Sacred Heart Convent School, or SHCS, is a private Catholic  primary and secondary school for girls located in Lahore, Pakistan. It was established in 1908.

History
At the end of the 19th century, the Great Famine plagued the subcontinent. In 1897, the Roman Catholic hierarchy decided to send a group of nuns to care for the children who had been traumatised, abandoned and orphaned by the Famine. 

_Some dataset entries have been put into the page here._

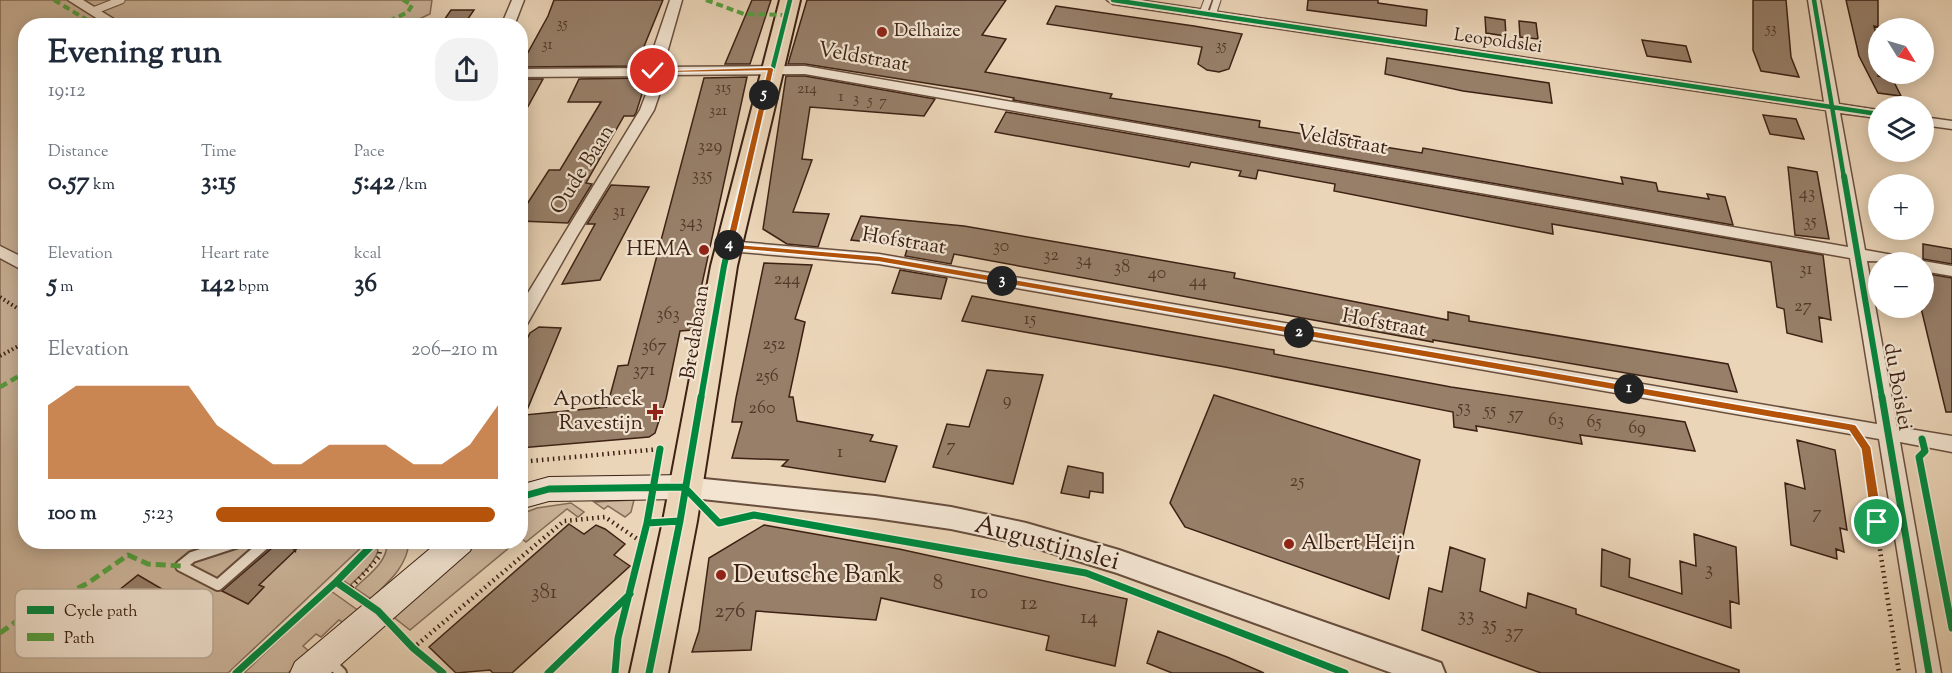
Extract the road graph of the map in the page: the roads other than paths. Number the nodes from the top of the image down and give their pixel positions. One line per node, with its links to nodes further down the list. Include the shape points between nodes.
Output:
1 (74, 0): 10 (street)
2 (121, 0): 10 (lane)
3 (518, 0): 13 (street)
4 (676, 0): 15 (street, Oude Baan)
5 (790, 0): 14 (main road, Bredabaan)
6 (1113, 0): 11 (street, Leopoldslei)
7 (1208, 0): 11 (lane)
8 (1217, 0): 11 (lane)
9 (1814, 0): 17 (street, du Boislei)
10 (93, 11): 12 (street)
11 (1208, 14): 17 (street, Leopoldslei)
12 (105, 18)
13 (510, 18)
14 (771, 69): 15 (street, Veldstraat); 21 (main road, Bredabaan); 23 (street, Veldstraat, via 805,70)
15 (657, 71): 16 (street, Veldstraat); 28 (street, Oude Baan, via 648,110)
16 (528, 73)
17 (1832, 108): 18 (street, Leopoldslei); 23 (street, du Boislei)
18 (1868, 113)
19 (1934, 123): 20 (street)
20 (1952, 125)
21 (729, 246): 29 (street, Hofstraat, via 879,259); 31 (main road, Bredabaan)
22 (0, 251): 25 (street)
23 (1857, 255): 24 (street, Veldstraat); 29 (street, du Boislei)
24 (1868, 257)
25 (18, 262)
26 (1934, 268): 27 (street)
27 (1952, 271)
28 (528, 308)
29 (1888, 435): 30 (street, Hofstraat); 39 (street, du Boislei)
30 (1952, 444)
31 (669, 487): 32 (main road, via 549,489); 37 (main road, Bredabaan); 38 (street, Augustijnslei, via 870,506 1026,534 1119,562)
32 (528, 495)
33 (217, 549): 34 (lane, via 192,557 181,566 218,585)
34 (259, 549)
35 (444, 549): 36 (main road)
36 (324, 668)
37 (649, 673)
38 (1430, 673)
39 (1929, 673)

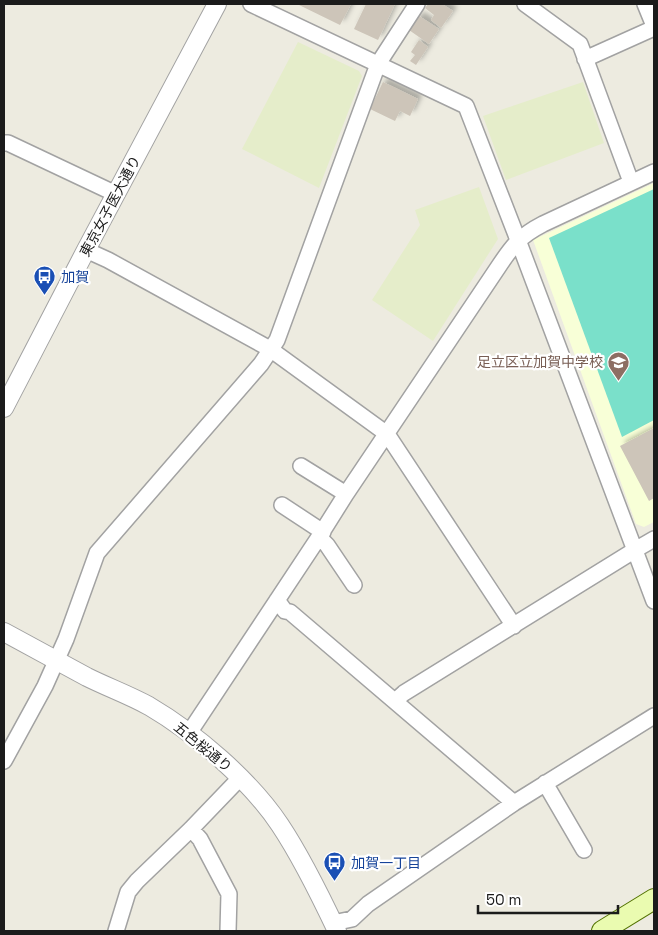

By 1906, the Great Famine ended and the number of children decreased, so the dome rooms which once composed the orphanage were left empty. At that time, financial support from abroad was withdrawn and making ends meet became difficult. The unoccupied rooms were transformed into Sacred Heart School. A notice was placed in the newspapers by Sister Marie de la Trinite Lootens to announce the opening of an all girls' school for both boarders and day scholars from affluent families. 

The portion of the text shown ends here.